(Collected data entries)
**********

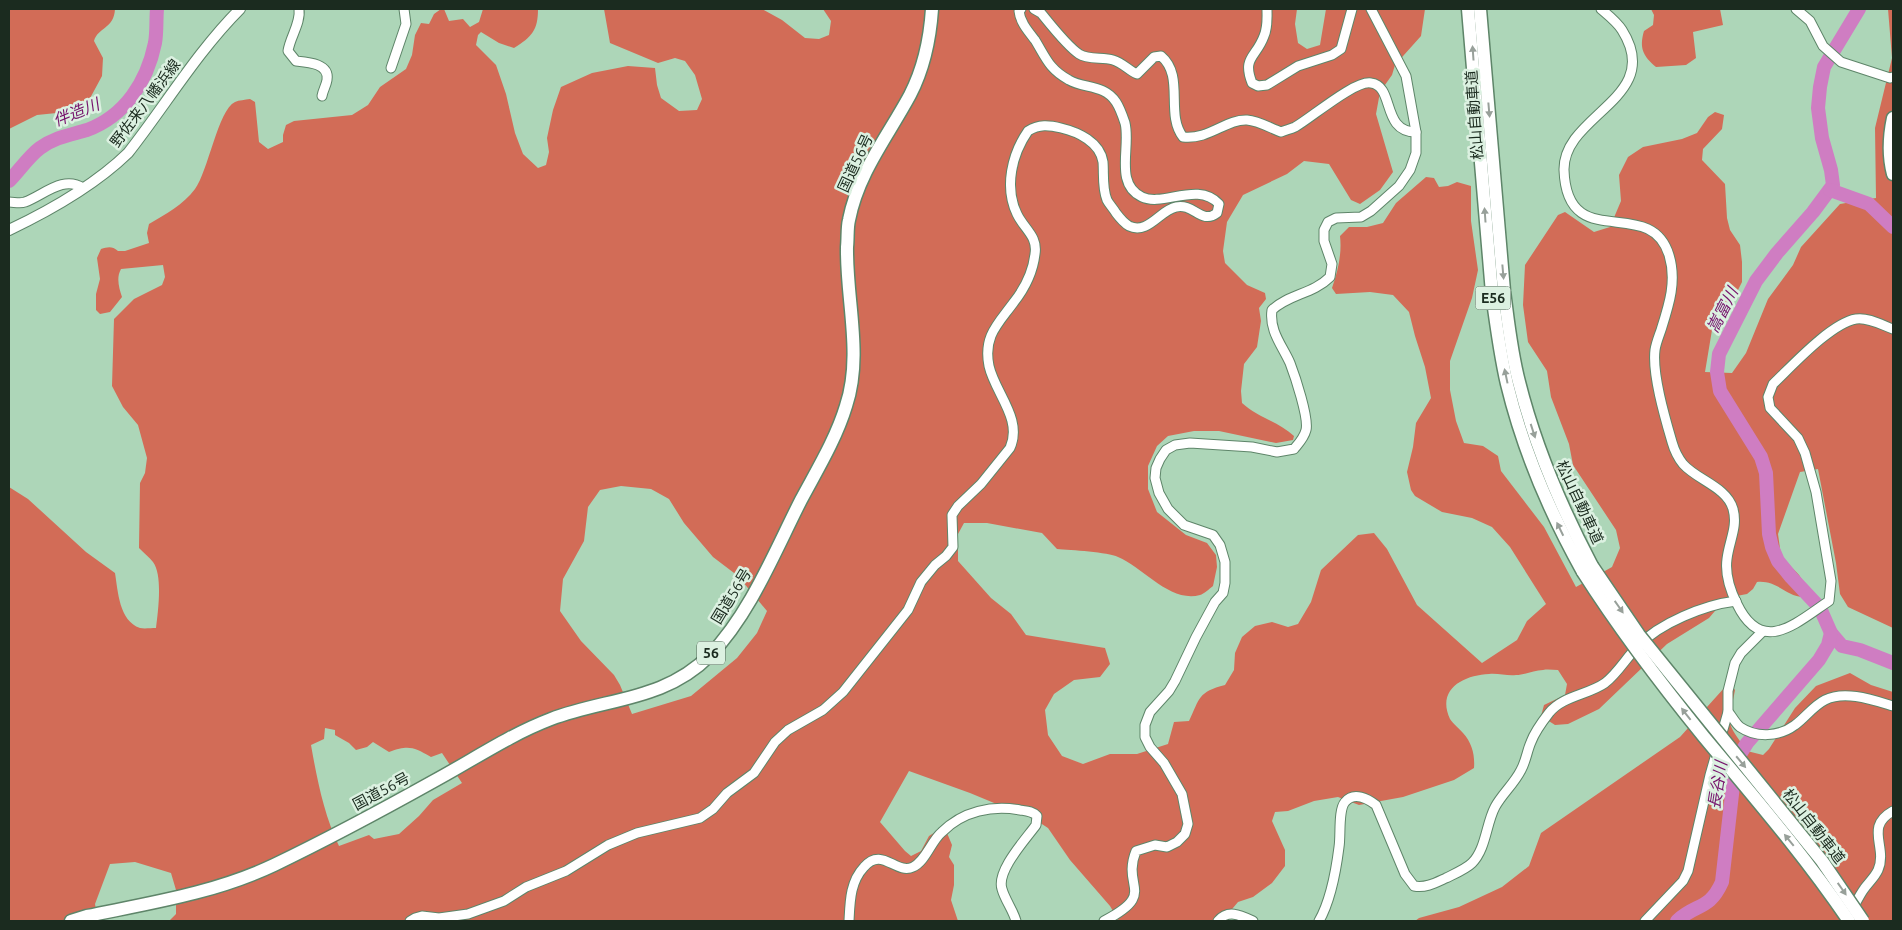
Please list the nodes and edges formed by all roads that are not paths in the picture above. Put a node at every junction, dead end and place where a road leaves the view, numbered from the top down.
1 (240, 9) edge
2 (299, 9) edge
3 (404, 9) edge
4 (932, 9) edge
5 (1021, 9) edge
6 (1034, 9) edge
7 (1267, 9) edge
8 (1352, 9) edge
9 (1371, 9) edge
10 (1468, 9) edge
11 (1480, 9) edge
12 (1602, 9) edge
13 (1796, 9) edge
14 (391, 68) dead end
15 (1893, 77) edge
16 (322, 96) dead end
17 (1893, 118) edge
18 (1416, 132) junction
19 (1893, 174) edge
20 (84, 188) junction
21 (9, 202) edge
22 (9, 230) edge
23 (1893, 329) edge
24 (1588, 569) junction
25 (1736, 601) junction
26 (1762, 632) junction
27 (1893, 706) edge
28 (1728, 712) junction
29 (1893, 811) edge
30 (71, 921) edge
31 (410, 921) edge
32 (849, 921) edge
33 (1016, 921) edge
34 (1104, 921) edge
35 (1218, 921) edge
36 (1253, 921) edge
37 (1319, 921) edge
38 (1645, 921) edge
39 (1848, 921) edge
40 (1864, 921) edge

1 - 20 main road, 野佐来八幡浜線
2 - 16 street
3 - 14 street
4 - 30 highway, 国道56号 / 56
5 - 31 street
6 - 18 street
7 - 8 street
9 - 18 street
24 -> 10 highway, 松山自動車道 / E56
11 -> 24 highway, 松山自動車道 / E56
12 - 25 street
13 - 15 street
17 - 19 highway
18 - 34 street
20 - 21 street
20 - 22 main road, 野佐来八幡浜線
23 - 26 street
39 -> 24 highway, 松山自動車道 / E56, bridge
24 -> 40 highway, 松山自動車道 / E56, bridge
25 - 26 street
25 - 37 street
26 - 28 street
27 - 28 street
28 - 38 street
29 - 39 street
32 - 33 street
35 - 36 street

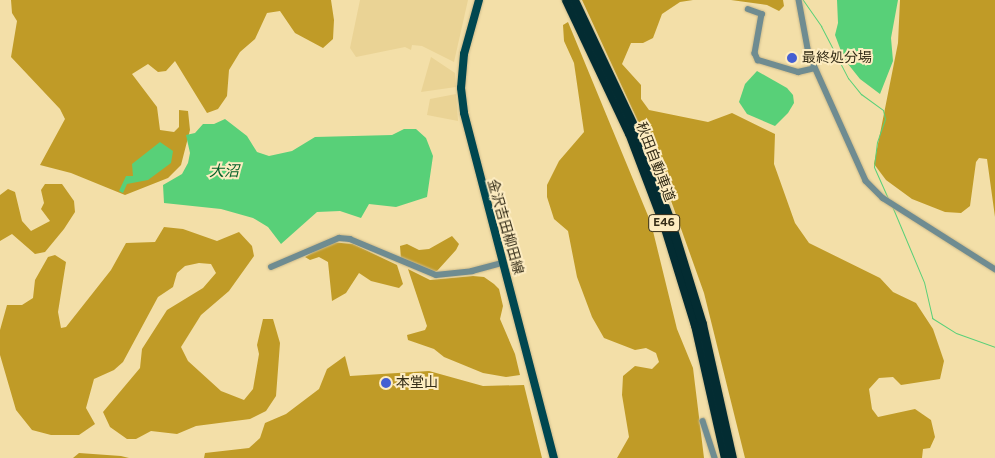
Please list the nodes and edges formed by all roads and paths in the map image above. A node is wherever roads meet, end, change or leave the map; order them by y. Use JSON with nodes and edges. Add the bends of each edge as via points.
{"nodes":[{"id":1,"x":479,"y":0,"type":"edge"},
{"id":2,"x":566,"y":0,"type":"edge"},
{"id":3,"x":574,"y":0,"type":"edge"},
{"id":4,"x":799,"y":0,"type":"edge"},
{"id":5,"x":748,"y":9,"type":"dead end"},
{"id":6,"x":815,"y":68,"type":"junction"},
{"id":7,"x":502,"y":263,"type":"junction"},
{"id":8,"x":271,"y":267,"type":"dead end"},
{"id":9,"x":995,"y":269,"type":"edge"},
{"id":10,"x":703,"y":421,"type":"dead end"},
{"id":11,"x":554,"y":458,"type":"edge"},
{"id":12,"x":715,"y":458,"type":"edge"},
{"id":13,"x":725,"y":458,"type":"edge"},
{"id":14,"x":732,"y":458,"type":"edge"}],
"edges":[{"from":1,"to":7,"type":"main road","name":"金沢吉田柳田線","via":[[470,24],[461,88],[470,143]]},
{"from":2,"to":13,"type":"highway","name":"秋田自動車道","number":"E46","via":[[626,125],[664,225],[696,325]]},
{"from":3,"to":14,"type":"highway","name":"秋田自動車道","number":"E46","via":[[636,131],[671,223],[702,324]]},
{"from":4,"to":6,"type":"street","via":[[803,30]]},
{"from":5,"to":6,"type":"street","via":[[762,14],[755,53],[758,60],[798,72]]},
{"from":6,"to":9,"type":"street","via":[[866,181],[886,200]]},
{"from":7,"to":8,"type":"street","via":[[472,271],[436,275],[350,239],[339,238],[330,239]]},
{"from":7,"to":11,"type":"main road","name":"金沢吉田柳田線"},
{"from":10,"to":12,"type":"street"}]}
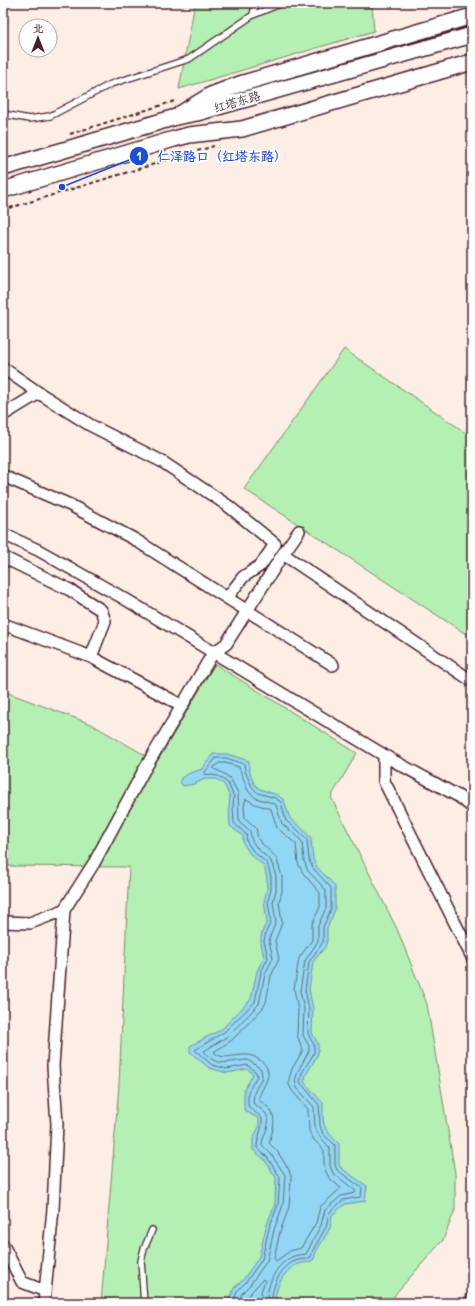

**********

WHAT IS BEING ASKED
Line count for "junction": say how many lines of the entries above include that word, and give only the number.

WRITTEN RESPONSE
9